El reciente video viralizado -en Minneapolis, Estado de Minnesota (EE.UU.)-, en que se ve como un ciudadano negro es reducido por un policía blanco que, inmovilizándolo sin misericordia y hasta con inmutable y escalofriante gesto de odio visceral, desoyó sus imploraciones hasta asfixiarlo, consumando un incontrastable homicidio, pone otra vez en primera plana, el inacabable racismo en el tantas veces jactado país de todas las sangres.

Se trata de una realidad recurrente, penosamente histórica y estructural en EE.UU. En efecto, durante la Guerra de Secesión (1861-1866), fueron los rebeldes confederados racistas los que se enfrentaron a los Estados unionistas en un país que estaba en pleno proceso de afirmaciones nacionales y donde se había vuelto un credo la doctrina del Destino Manifiesto desde el instante en que las Trece Colonias lograron su independencia (1776), con George Washington a la cabeza.
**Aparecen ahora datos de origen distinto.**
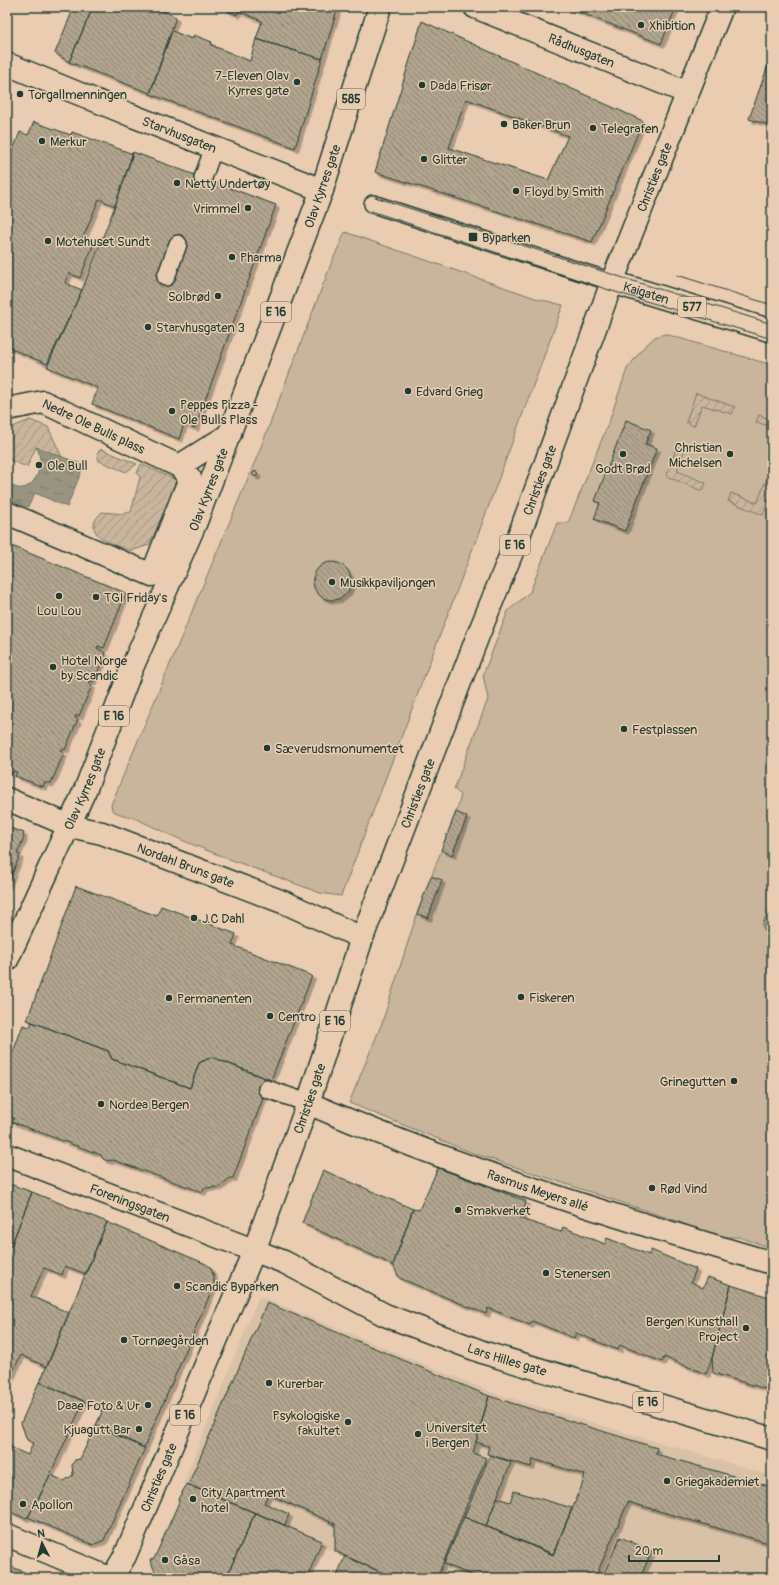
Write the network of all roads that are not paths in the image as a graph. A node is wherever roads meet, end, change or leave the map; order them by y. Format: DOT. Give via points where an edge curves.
graph roads {
  1 [pos="380,7"];
  2 [pos="475,7"];
  3 [pos="722,7"];
  4 [pos="7,64"];
  5 [pos="688,93"];
  6 [pos="214,147"];
  7 [pos="204,178"];
  8 [pos="322,190"];
  9 [pos="373,204"];
  10 [pos="178,244"];
  11 [pos="166,277"];
  12 [pos="612,282"];
  13 [pos="772,331"];
  14 [pos="7,409"];
  15 [pos="230,434"];
  16 [pos="178,466"];
  17 [pos="7,512"];
  18 [pos="152,575"];
  19 [pos="159,606"];
  20 [pos="7,799"];
  21 [pos="70,826"];
  22 [pos="362,938"];
  23 [pos="7,960"];
  24 [pos="267,1089"];
  25 [pos="308,1103"];
  26 [pos="7,1155"];
  27 [pos="254,1251"];
  28 [pos="772,1263"];
  29 [pos="772,1439"];
  30 [pos="7,1535"];
  31 [pos="109,1578"];
  32 [pos="112,1578"];
  1 -- 8 [label="main road, Olav Kyrres gate / 585"];
  2 -- 5 [label="main road, Rådhusgaten"];
  3 -- 5 [label="main road, Christies gate"];
  4 -- 6 [label="main road, Starvhusgaten"];
  5 -- 12 [label="main road, Christies gate"];
  6 -- 7 [label="lane"];
  6 -- 8 [label="main road, Starvhusgaten"];
  8 -- 15 [label="main road, Olav Kyrres gate / E 16"];
  9 -- 12 [label="lane"];
  10 -- 11 [label="lane"];
  12 -- 13 [label="main road, Kaigaten / 577"];
  12 -- 22 [label="main road, Christies gate / E 16" via="521,530"];
  14 -- 16 [label="main road, Nedre Ole Bulls plass" via="43,402"];
  15 -- 16 [label="main road"];
  15 -- 19 [label="main road, Olav Kyrres gate / E 16" via="196,524"];
  16 -- 18 [label="main road, Nedre Ole Bulls plass" via="190,478"];
  17 -- 18 [label="main road"];
  18 -- 19 [label="main road, Nedre Ole Bulls plass" via="149,587"];
  19 -- 21 [label="main road, Olav Kyrres gate / E 16"];
  20 -- 21 [label="main road, Nordahl Bruns gate"];
  21 -- 22 [label="main road, Nordahl Bruns gate" via="102,833 288,904"];
  21 -- 23 [label="main road, Olav Kyrres gate / E 16"];
  22 -- 25 [label="main road, Christies gate / E 16"];
  24 -- 25 [label="lane"];
  25 -- 27 [label="main road, Christies gate / E 16"];
  25 -- 28 [label="main road, Rasmus Meyers allé" via="452,1160 586,1206"];
  26 -- 27 [label="main road, Foreningsgaten / E 16"];
  27 -- 29 [label="main road, Lars Hilles gate / E 16" via="284,1262 385,1315 485,1353"];
  27 -- 32 [label="main road, Christies gate / E 16" via="125,1556"];
  30 -- 31 [label="main road"];
}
Los esfuerzos de algunos presidentes -contados con los dedos-, como Abraham Lincoln o John F. Kennedy -extrañamente los dos asesinados-, que asumieron el tema del racismo frontalmente, o Barack Obama, el primer mandatario negro en la historia estadounidense, o la lucha del activista Martin Luther King, también asesinado, no han podido darle vuelta a la página para echar a andar a un país heterogéneo.

En el mundo, los negros son alrededor de 1000 millones, y en América viven unos 200; de ellos, cerca de 40 millones en EE.UU. y lo trágico es que en este país como en otras partes de globo, hasta ahora nadie ha podido abordarlo profundamente con educación, pues el racismo, casi siempre solapado, persiste por la ignorancia.